Although there have been at least nine other films called "Undertow," the movie that David Gordon Green's new thriller conjures up is Charles Laughton's spooky "The Night of the Hunter" from 1955.
Almost the same situation and setting: In a remote backwater of the rural South, two siblings are shocked when a new member arrives to a family headed by a single parent. They, and they alone, intuit his malicious intent and try to warn the parent, but to no avail. The new family member then murders the parent and maliciously hunts the children through a kind of dream landscape, as he believes they know where certain treasure is hidden. They must, as children, defend themselves.
Chris (Jamie Bell) and Tim (Devon Alan) are on the run from evil Uncle Deel in "Undertow."
(Dale Robinette -- United Artists)
In Laughton's eerie version, the "hunter" was played as a bogus preacher/psychopath by Robert Mitchum, in one of the screen's most repulsive yet stunning evocations of evil. In Gordon's variant, it's the young actor Josh Lucas, last seen (barely) as a generic good guy in "Around the Bend" a few weeks ago. No, Lucas is no Mitchum -- who could be? -- but his frightening Deel Munn is a satanic-enough evocation in this singular film.
Lucas, who looks a great deal like Matthew McConaughey, plays Deel as a kind of Jerry Lee Lewis on crack, a blond, sinuous, tattooed jailbird with feral eyes and a twitch to his body language, as if he's itching to strangle something, anything, or bang out "Great Balls of Fire" on the piano. That might sound over the top, but it's not, simply because the other performances in the film are so strong, particularly Jamie Bell's as Chris, the older of the two young Munn brothers.
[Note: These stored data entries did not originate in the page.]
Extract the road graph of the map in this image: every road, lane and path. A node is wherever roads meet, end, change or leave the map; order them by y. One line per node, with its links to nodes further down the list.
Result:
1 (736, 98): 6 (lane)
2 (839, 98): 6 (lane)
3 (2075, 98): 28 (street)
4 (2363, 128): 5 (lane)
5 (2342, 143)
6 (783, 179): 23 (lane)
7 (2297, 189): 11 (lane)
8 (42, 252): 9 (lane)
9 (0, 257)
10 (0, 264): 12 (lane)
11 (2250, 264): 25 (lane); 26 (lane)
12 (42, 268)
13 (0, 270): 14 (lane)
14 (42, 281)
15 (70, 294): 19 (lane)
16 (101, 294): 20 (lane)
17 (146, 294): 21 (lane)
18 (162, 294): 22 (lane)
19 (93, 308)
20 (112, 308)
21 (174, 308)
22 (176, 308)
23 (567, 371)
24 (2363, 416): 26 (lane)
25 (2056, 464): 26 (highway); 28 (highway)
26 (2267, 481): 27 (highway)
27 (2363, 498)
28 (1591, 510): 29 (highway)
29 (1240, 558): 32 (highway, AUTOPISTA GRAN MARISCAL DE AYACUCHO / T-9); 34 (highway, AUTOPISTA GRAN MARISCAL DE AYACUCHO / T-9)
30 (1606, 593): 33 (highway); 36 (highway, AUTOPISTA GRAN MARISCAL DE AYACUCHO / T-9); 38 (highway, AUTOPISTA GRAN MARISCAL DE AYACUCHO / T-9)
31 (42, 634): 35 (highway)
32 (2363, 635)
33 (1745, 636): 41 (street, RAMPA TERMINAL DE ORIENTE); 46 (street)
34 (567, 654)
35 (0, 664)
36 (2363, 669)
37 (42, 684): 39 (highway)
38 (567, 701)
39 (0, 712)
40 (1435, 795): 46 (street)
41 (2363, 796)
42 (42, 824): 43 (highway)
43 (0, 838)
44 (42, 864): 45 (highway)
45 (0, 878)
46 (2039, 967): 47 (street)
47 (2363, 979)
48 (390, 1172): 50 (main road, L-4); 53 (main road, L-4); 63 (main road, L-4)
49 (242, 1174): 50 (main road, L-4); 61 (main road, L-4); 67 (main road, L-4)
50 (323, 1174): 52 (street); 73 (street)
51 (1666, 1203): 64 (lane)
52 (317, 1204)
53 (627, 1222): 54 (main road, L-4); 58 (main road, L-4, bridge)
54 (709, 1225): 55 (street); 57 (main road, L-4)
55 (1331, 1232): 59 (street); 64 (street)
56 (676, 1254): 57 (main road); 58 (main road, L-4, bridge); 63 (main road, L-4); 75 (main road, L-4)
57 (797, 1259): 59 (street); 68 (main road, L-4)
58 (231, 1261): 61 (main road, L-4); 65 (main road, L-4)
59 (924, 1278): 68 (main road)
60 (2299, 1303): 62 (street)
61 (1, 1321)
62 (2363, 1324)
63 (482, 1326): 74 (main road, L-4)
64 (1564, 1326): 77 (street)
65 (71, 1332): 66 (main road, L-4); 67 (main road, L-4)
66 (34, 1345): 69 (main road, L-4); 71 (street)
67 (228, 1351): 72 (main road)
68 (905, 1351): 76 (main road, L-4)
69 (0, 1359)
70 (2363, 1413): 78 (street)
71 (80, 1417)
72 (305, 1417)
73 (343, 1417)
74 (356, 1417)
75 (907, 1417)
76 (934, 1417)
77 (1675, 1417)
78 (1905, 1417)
Jamie Bell? Sounds familiar. Where did Green locate such a strong young southern actor, who so perfectly looks the part as a son of a red-dirt state, tough and resilient? Well, actually Bell is English and he broke through, believe or not (I hardly could), in the cheerful, infectious "Billy Elliot" of 2000. How he could go from Brit ballet boy to true-grit verisimilitude seems incredible; but then I suppose it's merely acting of a special sort.
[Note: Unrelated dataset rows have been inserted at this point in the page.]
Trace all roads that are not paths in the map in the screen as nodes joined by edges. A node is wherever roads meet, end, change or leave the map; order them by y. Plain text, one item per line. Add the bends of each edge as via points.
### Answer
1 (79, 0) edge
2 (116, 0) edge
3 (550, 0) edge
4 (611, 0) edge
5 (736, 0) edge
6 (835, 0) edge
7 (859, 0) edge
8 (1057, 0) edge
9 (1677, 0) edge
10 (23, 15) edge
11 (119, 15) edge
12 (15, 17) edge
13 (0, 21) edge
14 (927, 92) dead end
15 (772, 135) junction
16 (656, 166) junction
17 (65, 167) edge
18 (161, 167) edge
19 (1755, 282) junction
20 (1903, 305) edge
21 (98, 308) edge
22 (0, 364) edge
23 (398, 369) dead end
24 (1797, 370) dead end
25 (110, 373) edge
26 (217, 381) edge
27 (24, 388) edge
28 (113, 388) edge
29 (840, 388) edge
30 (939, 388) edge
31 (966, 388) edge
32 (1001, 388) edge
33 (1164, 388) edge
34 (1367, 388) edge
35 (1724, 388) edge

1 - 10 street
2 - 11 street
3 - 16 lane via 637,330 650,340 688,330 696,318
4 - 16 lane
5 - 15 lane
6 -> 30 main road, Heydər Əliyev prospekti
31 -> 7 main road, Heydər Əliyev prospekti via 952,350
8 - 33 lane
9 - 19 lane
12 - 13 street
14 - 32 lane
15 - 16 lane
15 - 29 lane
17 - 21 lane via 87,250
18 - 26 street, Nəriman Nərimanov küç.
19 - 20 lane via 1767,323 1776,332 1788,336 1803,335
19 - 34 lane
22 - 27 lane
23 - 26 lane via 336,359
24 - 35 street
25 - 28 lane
Bell's Chris and his ill brother, Tim (Devon Alan, in another excellent performance), live with their father, John (Dermot Mulroney), in a ramshackle farmhouse on the edge of the piney forests of the Peach State. They eke out a living, though we have a sense they're in some kind of evil enchantment, rather than just being run-of-the-mill po' folk. It's unstated but vividly expressed that some tragedy has deposited them where they are, seemingly in the middle of the last century.
Then one day, in a primer-gray Plymouth Barracuda that sounds like a PT boat, who should show up but the wild Deel, newly released from prison and looking for a place to stay. (So how did he get the cool wheels? Don't ask. The 'Cuda is the right car for him.) The subtext of "Night of the Hunter" was sexual, as the seductive, crooning Mitchum beguiled his way into poor simple Shelley Winters's heart, bed and cashbox. The subtext here is sibling rivalry, that old Cain-Abel knotted fury, and Green plays the furious animosity between Deel and John off against the far more loving and tender relationship between Chris and Tim. In fact, the movie represents the alpha and omega of brotherhood.
For both John and Deel have dark, buried issues; John seems to suffer from guilt over some alleged misdeed and Deel wants to play that one for all it's worth, while at the same time working to find what he believes is his -- a treasure of gold coins John inherited from their late father.
The two generations of Munn brothers cohabit uneasily under the same shabby roof in the same remote forest until finally violence breaks out: It's fast and very ugly, and the next thing you know, Deel is on the track of the resourceful Chris and the weak and unhealthy Tim, who have just barely escaped.
As cliched as these characters seem, Green finds interesting new ways of presenting them. He's a specialist in this sort of character detail. In his last film, "All the Real Girls," though a romantic comedy, he showed a way of noticing things about people that no other filmmaker would have noticed. In "Undertow," what struck me was that although the two children were in mortal peril, they were still -- directors forget this all the time -- children. Thus, a great detail: When they are hiding out in a junkyard, they can't help but take the time to model their secret chamber after a rocket ship. And the early-warning devices they plant to warn of Deel's approach are utterly childish, which is why they're so effective.
One could fault "Undertow" for a few clunky coincidences that mar the smoothness of the plot: Fugitives in movies (but never in life) always seem to come across slow-moving freight trains with open boxcars just when the need is highest. And one could argue that Green never really tightens the screws as fiercely as he could; for a while, instead of fleeing, it seems the boys are merely drifting through a road movie, where everyone they meet is wonderfully kind while colorful in a zany way as well.
But the movie builds slowly to its grinding climax, and the suspense -- the standard by which a thriller must primarily be judged -- is first-rate.
Undertow (108 minutes, at Landmark Bethesda Row and Cineplex Odeon Dupont Circle) is rated R for bloody knife violence.